Lo que menos nos debe preocupar a nosotros, llegados a este punto, es si el fracaso en la gestión del señor Banks se ha debido a una cuestión puramente mágica -como es el caso- o sólo al cúmulo de circunstancias adversas que frecuentemente hacen zozobrar los asuntos humanos. En lo que sí debemos centrar nuestra atención, por el contrario, es en el hecho cierto de que el control sobre los resultados de su acción se le ha escapado de las manos. Una cierta perplejidad desdeñosa es el artificio con que nuestro caballero trata de encubrir su impotencia frente a los envites del azar, ante los que no le cabe sino resignarse, y una pequeña dosis de indiferencia flemática que le permite mantener las formas.

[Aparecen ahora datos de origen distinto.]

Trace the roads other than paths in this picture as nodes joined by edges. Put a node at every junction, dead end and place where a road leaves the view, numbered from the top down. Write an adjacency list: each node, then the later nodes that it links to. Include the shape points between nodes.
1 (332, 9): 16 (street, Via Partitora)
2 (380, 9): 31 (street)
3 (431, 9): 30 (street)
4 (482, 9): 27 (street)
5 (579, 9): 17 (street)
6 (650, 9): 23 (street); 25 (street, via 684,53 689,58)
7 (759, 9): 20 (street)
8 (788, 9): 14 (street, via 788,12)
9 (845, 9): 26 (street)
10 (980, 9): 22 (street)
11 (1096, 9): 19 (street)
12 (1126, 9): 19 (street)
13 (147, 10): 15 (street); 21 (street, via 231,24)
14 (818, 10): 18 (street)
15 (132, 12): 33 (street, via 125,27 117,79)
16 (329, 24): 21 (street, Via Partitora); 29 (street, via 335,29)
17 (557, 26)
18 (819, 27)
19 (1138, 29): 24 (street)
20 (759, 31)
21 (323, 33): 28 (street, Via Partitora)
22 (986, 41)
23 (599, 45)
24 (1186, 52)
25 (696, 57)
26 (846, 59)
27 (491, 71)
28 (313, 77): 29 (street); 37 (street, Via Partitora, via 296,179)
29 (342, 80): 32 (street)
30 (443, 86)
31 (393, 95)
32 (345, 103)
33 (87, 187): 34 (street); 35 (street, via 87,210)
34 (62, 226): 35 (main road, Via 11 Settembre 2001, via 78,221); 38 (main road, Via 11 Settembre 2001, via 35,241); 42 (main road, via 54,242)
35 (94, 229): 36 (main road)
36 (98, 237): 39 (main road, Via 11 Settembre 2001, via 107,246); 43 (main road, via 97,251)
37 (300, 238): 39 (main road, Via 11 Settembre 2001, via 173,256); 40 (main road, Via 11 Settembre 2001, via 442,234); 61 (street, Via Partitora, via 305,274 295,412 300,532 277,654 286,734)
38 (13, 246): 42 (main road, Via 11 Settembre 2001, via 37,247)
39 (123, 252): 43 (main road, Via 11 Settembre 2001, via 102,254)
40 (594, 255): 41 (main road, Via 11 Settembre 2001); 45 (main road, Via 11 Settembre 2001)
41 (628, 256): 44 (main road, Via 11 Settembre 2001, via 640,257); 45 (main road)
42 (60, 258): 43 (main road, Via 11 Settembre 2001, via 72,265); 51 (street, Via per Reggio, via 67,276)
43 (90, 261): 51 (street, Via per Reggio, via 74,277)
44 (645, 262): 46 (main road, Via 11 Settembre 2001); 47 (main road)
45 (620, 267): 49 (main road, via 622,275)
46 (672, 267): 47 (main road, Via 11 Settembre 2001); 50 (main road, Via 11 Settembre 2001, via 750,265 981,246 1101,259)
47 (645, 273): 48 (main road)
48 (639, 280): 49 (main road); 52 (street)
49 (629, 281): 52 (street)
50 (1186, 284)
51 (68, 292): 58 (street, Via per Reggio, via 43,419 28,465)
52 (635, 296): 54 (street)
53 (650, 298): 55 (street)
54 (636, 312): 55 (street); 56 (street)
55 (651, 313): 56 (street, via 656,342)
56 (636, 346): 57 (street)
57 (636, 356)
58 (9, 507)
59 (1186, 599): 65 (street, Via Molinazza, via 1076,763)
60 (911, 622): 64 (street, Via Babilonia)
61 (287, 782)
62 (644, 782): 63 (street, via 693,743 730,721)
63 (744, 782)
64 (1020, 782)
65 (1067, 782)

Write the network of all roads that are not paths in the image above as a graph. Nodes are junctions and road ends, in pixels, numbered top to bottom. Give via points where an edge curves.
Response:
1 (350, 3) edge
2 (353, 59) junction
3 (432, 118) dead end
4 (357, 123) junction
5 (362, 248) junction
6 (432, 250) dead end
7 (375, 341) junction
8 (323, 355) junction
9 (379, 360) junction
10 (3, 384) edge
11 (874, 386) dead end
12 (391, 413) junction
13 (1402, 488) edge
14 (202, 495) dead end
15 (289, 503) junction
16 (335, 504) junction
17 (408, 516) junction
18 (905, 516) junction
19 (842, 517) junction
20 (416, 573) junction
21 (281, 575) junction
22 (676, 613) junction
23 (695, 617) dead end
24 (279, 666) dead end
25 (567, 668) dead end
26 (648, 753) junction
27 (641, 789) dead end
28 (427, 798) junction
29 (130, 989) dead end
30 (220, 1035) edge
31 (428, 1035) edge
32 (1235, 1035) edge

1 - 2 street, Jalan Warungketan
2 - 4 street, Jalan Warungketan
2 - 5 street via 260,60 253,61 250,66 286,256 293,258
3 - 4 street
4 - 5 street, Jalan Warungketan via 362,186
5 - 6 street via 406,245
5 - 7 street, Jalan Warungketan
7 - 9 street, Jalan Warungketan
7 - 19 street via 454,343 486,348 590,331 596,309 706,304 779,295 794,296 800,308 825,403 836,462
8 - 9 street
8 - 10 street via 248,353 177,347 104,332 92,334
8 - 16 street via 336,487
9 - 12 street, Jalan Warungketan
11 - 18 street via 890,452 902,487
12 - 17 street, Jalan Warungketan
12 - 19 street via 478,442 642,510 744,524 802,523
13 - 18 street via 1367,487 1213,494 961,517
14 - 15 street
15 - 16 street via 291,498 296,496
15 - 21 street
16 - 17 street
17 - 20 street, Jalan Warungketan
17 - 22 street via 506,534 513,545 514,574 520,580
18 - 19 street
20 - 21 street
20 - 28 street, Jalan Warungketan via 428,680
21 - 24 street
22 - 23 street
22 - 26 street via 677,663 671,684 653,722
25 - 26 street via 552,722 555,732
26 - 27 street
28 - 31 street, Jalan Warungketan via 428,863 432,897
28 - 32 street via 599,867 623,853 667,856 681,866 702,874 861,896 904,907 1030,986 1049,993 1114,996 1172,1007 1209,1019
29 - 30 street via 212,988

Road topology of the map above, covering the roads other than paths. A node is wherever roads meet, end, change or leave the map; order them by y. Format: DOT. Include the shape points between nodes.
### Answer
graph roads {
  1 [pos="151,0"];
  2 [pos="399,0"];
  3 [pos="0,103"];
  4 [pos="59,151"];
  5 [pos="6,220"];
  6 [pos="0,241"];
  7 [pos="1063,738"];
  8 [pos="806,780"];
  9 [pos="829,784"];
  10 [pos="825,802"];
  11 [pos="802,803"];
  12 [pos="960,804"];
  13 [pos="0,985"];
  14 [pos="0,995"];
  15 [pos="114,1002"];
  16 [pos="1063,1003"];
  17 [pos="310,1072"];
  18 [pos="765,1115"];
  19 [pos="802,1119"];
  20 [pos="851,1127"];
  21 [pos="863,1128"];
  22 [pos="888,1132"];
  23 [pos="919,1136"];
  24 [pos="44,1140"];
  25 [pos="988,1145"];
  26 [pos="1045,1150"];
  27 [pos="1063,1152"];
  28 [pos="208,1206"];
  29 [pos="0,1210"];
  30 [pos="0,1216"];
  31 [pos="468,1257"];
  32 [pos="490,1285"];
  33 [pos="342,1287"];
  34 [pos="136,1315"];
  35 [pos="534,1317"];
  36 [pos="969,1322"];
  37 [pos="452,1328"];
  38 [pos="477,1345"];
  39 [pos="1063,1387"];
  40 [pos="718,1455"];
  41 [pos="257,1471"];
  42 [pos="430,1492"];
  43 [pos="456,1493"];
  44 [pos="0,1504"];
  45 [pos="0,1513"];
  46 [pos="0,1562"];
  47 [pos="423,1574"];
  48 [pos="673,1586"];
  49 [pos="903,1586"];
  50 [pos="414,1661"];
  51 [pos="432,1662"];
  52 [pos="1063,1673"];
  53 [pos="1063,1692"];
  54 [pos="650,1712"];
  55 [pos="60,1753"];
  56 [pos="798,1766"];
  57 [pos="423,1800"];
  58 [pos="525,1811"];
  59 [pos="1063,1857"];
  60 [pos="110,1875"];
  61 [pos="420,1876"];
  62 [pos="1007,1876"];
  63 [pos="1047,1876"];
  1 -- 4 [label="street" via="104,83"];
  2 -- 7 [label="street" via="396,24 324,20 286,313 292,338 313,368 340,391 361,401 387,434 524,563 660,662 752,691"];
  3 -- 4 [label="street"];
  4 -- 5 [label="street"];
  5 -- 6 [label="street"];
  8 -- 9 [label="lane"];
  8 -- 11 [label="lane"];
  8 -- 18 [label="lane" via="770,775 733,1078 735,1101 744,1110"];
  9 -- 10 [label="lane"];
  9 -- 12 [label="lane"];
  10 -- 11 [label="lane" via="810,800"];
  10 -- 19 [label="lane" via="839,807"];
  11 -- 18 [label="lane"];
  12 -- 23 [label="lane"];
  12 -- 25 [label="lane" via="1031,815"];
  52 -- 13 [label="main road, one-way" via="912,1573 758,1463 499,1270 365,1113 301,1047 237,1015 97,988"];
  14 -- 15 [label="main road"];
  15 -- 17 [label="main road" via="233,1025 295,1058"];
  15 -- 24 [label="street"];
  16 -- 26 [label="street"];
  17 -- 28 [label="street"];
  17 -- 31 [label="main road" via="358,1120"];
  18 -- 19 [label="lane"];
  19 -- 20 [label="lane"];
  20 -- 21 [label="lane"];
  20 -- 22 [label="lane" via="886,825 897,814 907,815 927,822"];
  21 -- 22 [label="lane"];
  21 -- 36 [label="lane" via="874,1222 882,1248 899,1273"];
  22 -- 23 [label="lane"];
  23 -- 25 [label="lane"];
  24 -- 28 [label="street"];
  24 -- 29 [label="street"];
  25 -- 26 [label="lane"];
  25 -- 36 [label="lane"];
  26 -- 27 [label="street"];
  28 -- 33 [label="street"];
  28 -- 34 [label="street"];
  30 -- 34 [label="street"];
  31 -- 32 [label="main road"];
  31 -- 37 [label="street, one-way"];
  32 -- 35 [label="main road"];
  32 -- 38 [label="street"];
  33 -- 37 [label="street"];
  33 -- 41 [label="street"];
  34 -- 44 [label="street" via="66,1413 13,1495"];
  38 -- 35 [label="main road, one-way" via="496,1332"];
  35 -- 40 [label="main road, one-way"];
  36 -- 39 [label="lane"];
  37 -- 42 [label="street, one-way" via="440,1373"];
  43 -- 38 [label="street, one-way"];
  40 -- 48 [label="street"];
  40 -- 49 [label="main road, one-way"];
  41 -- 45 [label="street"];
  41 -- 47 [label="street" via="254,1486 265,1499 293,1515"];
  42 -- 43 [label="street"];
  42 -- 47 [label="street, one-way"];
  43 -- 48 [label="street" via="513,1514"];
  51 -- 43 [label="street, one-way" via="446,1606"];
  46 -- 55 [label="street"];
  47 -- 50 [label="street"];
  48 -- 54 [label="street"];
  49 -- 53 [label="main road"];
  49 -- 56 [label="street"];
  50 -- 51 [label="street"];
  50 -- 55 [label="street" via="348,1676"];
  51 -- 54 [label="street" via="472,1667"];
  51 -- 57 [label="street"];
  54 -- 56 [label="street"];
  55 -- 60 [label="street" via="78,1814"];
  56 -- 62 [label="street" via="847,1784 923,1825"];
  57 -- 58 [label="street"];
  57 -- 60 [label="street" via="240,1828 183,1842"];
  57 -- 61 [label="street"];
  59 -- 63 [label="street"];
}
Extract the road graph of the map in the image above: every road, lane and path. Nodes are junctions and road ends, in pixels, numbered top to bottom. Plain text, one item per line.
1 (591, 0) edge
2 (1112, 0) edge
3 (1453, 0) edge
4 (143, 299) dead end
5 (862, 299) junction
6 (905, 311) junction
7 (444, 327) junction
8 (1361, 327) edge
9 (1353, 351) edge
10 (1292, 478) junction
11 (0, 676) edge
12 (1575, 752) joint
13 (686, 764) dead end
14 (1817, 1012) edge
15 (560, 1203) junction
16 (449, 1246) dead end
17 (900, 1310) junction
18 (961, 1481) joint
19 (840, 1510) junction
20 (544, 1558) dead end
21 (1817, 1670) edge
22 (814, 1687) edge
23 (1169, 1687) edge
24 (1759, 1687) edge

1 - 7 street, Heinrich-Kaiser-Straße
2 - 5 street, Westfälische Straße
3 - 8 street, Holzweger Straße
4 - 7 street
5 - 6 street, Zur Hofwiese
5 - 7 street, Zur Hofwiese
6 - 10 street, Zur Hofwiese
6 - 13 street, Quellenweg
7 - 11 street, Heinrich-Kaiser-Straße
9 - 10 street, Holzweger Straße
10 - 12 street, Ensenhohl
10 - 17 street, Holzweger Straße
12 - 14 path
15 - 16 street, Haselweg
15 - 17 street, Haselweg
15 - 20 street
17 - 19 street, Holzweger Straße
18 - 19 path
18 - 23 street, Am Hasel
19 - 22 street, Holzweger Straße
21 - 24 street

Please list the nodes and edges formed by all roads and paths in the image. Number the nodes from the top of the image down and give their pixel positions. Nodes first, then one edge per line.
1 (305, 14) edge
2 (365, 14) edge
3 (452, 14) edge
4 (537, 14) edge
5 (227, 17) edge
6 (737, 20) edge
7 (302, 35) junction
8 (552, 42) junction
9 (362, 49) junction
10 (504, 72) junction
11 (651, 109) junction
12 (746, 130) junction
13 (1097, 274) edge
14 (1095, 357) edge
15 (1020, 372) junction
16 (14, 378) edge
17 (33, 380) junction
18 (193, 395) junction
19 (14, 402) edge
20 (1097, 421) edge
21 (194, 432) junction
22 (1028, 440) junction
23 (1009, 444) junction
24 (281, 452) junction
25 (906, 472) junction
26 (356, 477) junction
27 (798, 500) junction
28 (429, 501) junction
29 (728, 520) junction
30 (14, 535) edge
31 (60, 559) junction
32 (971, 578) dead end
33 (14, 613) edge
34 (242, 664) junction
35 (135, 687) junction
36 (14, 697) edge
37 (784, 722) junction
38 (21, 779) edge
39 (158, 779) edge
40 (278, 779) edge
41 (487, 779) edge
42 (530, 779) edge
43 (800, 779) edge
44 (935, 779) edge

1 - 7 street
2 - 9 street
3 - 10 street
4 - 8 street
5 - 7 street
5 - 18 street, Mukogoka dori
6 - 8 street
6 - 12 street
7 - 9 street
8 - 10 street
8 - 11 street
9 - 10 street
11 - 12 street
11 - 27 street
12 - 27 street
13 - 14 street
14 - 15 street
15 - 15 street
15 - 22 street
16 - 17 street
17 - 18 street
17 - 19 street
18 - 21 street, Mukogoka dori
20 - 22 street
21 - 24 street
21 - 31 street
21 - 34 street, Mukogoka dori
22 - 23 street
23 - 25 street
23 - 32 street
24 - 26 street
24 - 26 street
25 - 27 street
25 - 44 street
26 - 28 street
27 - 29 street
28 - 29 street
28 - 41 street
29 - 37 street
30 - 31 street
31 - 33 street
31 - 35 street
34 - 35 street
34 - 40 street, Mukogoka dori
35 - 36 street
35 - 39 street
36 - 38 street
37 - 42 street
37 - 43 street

En vez de la austera y áspera institutriz que espera el señor Banks, quien hace su aparición es la infantilmente guapa y también asexuada Mary Poppins. Si duda, su atuendo revela la existencia de alguna forma femenina, como la luz de su rostro, pero al margen de los inocentes requiebros de Bert, el deshollinador, lo cierto es que Mary podría ser un ángel, un hada sin lentejuelas o una niña algo más crecida de lo ordinario. Al menos, no se trata de una mujer en el sentido más cabal del término. Para llegar a serlo necesitaría investirse de algún atributo del que carece, y despojarse de algún otro que le sobra.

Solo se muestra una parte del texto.